Juliette était enveloppée d’une robe de chambre de cachemire blanc, sur laquelle se déroulaient ses longs cheveux noirs.

La souffrance avait voilé son regard, pâli ses joues et attendri les lignes un peu trop énergiques de sa bouche. Des marbrures bleuâtres estompaient les tempes et les contours du visage. Elle tressaillait au moindre bruit. Par instant des larmes lui montaient aux yeux, et sa poitrine était oppressée par de pesants soupirs. Ainsi ployée par la passion, elle était plus belle encore, presque touchante.

— Qu’as-tu ? ma bien-aimée Juliette ? souffres-tu ? demanda Étienne avec anxiété.

— Oui, je ne sais ; un peu de lourdeur dans la tête. Ce n’est rien.

Il s’assit à côté d’elle.

Elle appuya son front languissant sur l’épaule de son mari.

— As-tu mal dormi ? reprit-il.

— Oui, c’est cela ; j’ai passé une nuit fort agitée.

— Et qu’est-ce qui causait ton agitation ?

— Le sais je ? répondit-elle avec impatience.

Il lui passa la main sur les cheveux et voulut la baiser au front.

Juliette ne put réprimer un léger mouvement de répulsion qui n’échappa point à Étienne. Il fronça le sourcil, ses paupières eurent une imperceptible contraction. Puis, posant doucement la tête de sa femme sur le coussin :

— Tâche de dormir un peu, dit-il ; cela te remettra. J’ai rendez-vous avec un expert pour faire estimer ce Titien que tu désires.

— Oui, je vais essayer de dormir, répondit-elle.

Étienne sortit. Elle poussa un soupir dé soulagement.

Quand elle souffrait ainsi, tout bruit, toute distraction, les attentions mêmes de son mari l’irritaient.
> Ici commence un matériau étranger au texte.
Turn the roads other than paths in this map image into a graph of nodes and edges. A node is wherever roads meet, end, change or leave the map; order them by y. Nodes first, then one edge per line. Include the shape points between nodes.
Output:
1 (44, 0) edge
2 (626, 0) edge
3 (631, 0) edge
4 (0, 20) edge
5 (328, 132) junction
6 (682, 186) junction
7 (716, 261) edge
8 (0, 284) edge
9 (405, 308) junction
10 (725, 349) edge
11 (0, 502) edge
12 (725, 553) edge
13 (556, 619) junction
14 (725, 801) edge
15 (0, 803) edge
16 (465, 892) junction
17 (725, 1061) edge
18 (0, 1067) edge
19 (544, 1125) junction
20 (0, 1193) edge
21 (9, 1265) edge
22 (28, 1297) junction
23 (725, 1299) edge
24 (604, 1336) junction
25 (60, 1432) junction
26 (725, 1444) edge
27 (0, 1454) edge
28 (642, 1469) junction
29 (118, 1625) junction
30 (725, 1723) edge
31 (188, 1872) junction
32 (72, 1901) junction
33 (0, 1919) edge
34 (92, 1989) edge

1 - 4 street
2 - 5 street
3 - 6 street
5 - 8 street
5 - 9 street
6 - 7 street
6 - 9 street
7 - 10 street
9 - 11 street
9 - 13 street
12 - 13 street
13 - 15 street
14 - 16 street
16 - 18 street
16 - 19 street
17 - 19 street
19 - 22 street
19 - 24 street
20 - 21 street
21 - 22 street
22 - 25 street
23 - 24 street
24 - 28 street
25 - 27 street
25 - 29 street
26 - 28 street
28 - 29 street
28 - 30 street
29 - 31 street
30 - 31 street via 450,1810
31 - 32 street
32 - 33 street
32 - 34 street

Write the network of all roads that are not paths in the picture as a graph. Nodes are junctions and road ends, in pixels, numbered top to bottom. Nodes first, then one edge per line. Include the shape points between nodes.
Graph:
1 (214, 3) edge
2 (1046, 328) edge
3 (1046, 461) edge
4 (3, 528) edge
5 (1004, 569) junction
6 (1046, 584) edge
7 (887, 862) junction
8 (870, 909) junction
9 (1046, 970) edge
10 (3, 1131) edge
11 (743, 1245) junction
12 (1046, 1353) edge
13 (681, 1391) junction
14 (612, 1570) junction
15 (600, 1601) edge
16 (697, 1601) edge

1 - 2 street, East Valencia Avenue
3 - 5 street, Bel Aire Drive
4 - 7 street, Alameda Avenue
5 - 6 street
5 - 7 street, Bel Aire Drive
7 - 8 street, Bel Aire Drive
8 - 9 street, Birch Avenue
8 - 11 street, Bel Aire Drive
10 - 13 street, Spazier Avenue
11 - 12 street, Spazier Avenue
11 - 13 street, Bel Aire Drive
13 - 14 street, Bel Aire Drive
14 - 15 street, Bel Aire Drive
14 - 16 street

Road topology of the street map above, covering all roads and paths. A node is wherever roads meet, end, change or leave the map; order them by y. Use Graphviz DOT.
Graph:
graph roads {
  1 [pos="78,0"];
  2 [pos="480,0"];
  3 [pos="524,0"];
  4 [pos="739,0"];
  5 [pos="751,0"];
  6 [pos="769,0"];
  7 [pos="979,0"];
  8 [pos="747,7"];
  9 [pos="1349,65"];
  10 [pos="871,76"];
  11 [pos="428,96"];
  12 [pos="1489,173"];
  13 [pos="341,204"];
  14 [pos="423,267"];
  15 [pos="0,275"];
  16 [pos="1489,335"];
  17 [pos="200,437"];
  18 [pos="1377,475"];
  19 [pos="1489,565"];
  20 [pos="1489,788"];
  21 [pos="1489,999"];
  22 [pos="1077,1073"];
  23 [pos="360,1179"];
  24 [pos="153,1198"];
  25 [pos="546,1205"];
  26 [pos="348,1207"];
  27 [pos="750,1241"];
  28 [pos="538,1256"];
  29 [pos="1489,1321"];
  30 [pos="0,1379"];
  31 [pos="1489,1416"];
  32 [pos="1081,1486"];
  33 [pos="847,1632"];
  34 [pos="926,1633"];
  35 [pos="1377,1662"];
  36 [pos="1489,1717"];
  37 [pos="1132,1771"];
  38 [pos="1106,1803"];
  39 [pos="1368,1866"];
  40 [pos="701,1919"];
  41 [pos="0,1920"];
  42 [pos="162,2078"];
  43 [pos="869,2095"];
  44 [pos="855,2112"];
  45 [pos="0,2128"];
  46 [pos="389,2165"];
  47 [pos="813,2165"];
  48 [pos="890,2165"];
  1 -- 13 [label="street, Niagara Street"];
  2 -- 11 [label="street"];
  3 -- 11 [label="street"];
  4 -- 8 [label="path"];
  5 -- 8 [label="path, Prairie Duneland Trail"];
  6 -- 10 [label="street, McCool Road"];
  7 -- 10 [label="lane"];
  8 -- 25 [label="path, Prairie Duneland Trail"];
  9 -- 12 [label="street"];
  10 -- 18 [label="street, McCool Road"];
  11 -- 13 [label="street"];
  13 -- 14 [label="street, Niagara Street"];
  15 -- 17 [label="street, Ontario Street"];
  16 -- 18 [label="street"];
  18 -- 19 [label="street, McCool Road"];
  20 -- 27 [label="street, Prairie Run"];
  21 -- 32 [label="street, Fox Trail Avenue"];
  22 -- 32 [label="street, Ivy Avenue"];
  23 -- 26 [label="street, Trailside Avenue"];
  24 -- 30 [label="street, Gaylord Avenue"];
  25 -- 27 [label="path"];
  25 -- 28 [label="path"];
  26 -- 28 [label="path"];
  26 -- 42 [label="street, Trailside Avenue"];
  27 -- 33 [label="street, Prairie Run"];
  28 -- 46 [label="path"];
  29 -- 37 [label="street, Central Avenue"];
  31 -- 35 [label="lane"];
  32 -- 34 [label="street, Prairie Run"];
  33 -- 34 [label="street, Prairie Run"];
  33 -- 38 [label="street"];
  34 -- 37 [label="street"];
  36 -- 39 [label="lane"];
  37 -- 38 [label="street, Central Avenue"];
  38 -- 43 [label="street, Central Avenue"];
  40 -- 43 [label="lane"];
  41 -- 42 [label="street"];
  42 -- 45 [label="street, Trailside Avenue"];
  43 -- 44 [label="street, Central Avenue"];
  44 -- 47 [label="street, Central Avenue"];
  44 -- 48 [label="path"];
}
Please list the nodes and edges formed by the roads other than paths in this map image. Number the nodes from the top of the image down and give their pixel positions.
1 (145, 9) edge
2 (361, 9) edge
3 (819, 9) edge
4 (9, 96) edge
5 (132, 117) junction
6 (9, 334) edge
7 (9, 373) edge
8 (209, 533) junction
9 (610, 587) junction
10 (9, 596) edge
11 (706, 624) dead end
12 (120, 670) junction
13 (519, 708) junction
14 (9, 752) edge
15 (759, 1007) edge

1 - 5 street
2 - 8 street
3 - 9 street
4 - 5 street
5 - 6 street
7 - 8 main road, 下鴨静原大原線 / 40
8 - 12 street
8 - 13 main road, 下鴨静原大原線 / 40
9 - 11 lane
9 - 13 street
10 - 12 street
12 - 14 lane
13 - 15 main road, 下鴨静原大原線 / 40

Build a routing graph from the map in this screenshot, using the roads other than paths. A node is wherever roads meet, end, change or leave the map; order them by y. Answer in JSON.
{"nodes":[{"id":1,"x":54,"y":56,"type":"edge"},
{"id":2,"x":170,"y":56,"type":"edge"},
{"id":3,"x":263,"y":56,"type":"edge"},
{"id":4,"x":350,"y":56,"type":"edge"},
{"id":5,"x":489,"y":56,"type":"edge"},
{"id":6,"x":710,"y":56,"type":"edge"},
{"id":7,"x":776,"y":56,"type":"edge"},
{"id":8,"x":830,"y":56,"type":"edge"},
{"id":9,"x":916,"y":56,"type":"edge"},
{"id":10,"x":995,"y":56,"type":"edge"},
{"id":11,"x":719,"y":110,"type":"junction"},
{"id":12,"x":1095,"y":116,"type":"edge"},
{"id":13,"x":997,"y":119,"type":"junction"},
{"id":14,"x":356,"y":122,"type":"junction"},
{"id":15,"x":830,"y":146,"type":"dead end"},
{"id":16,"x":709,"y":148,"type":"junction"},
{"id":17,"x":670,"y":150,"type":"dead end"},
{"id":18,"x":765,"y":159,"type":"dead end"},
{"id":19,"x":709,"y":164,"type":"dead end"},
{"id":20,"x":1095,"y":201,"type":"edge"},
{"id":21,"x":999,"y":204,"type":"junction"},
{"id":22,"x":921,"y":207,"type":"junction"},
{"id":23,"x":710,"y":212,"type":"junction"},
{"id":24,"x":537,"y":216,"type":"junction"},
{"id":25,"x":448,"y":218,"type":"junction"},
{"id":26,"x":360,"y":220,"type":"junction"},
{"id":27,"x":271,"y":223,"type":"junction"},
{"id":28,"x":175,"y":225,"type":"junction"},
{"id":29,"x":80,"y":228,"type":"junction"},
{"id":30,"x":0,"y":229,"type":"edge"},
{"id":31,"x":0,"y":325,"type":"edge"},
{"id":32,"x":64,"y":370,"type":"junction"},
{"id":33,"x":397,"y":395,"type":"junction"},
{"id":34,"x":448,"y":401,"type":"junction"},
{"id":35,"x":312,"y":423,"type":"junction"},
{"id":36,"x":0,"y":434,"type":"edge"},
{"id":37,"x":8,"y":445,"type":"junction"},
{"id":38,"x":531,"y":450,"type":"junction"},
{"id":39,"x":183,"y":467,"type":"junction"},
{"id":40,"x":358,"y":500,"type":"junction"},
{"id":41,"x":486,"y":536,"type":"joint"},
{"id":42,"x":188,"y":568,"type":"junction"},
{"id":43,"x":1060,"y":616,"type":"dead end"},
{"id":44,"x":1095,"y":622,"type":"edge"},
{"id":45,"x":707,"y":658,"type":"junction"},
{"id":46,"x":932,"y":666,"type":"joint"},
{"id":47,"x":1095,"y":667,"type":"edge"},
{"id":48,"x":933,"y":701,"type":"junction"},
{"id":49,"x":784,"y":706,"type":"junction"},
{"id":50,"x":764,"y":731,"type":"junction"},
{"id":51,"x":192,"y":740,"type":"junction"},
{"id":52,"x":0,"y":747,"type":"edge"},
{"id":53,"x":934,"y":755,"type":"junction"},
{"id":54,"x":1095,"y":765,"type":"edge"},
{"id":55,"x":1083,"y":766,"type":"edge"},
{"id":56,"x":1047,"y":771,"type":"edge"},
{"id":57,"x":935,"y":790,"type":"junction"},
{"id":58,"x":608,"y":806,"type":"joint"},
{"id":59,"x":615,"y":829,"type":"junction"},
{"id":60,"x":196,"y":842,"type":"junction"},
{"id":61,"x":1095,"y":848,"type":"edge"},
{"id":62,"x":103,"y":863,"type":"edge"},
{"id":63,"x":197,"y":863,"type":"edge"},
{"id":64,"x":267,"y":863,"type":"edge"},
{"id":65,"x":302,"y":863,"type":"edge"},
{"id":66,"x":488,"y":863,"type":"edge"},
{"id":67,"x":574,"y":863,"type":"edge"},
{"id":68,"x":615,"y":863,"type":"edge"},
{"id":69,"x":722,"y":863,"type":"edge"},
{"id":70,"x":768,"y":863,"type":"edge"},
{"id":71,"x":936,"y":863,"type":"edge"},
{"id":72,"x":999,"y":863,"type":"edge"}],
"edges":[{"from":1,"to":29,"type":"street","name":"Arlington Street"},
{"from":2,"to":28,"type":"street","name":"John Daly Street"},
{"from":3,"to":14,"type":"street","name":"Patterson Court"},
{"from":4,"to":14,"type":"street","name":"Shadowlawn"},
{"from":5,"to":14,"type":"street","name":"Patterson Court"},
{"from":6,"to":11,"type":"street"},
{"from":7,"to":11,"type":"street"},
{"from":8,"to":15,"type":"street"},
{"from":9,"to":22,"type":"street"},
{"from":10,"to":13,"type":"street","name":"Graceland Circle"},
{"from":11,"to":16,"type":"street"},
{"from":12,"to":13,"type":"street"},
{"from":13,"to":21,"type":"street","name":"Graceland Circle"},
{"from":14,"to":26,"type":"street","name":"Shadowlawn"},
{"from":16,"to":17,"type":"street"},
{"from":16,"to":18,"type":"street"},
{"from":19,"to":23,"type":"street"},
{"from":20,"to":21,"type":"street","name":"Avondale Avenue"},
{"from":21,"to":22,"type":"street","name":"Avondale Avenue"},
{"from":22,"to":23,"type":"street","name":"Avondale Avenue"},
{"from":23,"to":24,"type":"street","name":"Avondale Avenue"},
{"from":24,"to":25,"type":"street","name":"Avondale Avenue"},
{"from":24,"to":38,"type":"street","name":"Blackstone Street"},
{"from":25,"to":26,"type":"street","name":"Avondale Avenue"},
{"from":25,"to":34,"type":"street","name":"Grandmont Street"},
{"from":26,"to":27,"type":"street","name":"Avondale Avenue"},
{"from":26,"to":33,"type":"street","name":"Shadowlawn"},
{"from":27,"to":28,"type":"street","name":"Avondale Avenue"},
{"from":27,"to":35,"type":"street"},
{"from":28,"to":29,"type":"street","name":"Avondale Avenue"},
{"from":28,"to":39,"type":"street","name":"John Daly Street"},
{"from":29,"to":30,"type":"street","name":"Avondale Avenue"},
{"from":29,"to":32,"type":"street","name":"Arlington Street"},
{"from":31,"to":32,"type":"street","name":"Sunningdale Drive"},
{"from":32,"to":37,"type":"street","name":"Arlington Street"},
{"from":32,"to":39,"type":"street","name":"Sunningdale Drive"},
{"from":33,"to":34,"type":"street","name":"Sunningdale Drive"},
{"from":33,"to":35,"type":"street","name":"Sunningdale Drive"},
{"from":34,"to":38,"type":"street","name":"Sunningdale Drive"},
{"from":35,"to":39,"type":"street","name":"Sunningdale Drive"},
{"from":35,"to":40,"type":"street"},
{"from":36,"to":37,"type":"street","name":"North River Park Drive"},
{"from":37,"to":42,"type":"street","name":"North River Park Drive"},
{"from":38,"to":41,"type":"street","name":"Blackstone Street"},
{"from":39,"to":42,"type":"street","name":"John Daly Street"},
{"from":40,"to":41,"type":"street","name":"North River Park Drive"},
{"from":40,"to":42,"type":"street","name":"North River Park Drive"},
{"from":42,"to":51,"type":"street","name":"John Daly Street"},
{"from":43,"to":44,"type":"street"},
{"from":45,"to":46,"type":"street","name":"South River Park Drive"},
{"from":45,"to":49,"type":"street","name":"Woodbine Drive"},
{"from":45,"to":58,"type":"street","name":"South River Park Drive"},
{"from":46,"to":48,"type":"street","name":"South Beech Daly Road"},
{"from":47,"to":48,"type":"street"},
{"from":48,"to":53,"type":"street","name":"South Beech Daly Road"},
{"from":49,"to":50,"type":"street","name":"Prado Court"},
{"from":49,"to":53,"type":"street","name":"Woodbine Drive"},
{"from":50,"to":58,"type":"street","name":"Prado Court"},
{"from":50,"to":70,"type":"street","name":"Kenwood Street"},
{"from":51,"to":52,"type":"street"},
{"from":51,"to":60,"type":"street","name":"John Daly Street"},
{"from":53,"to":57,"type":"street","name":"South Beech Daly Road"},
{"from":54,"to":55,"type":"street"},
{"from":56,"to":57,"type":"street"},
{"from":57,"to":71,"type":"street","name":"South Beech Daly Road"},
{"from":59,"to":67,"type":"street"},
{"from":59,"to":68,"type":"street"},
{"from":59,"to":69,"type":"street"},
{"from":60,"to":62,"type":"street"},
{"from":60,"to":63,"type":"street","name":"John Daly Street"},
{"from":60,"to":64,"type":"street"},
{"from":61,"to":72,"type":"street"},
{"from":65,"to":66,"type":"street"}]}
Robert vint quelques instants après.

Son visage était également altéré. Son beau regard rayonnant semblait abattu par la fièvre et par l’insomnie,

Juliette, malgré sa joie de le voir, se contint. Elle resta étendue, immobile, les yeux fermés.

— Vous souffrez ! s’écria Robert.

— C’est vous qui me faites mourir, dit-elle faiblement. Pourquoi n’êtes-vous pas venu hier ?

— Marcelle était malade.

— Puisque vous aimez tant votre femme, que ne restez-vous auprès d’elle ? Je ne veux pas d’un amour partagé, entendez-vous ? je n’en veux pas.

— Mon amour est tout à vous, Juliette, je vous le jure. Je ne suis resté hier auprès d’elle que par pitié. Je ne puis cependant pas la tuer dans l’état où elle est. Vous-même, si j’étais capable d’une semblable cruauté, vous me mépriseriez, vous me haïriez.

— Vous aimez mieux que je souffre, moi ? Que vous importe ? Je ne suis pas votre femme, je n’ai aucun droit. Vous pouvez sans cruauté me faire mourir, n’est-ce pas ? Eh bien ! non, non, je ne veux pas souffrir.

— Moi non plus, je ne veux pas que tu souffres ; je t’aimerai uniquement, éternellement.

— Jure-le sur ma vie, sur la tienne, sur notre salut à tous deux.

Robert prononça les plus terribles serments.

Alors Juliette, complètement guérie, devint douce et charmante. Une teinte rosée reparut à ses joues. Ses yeux encore endoloris prirent une expression de tendresse infinie.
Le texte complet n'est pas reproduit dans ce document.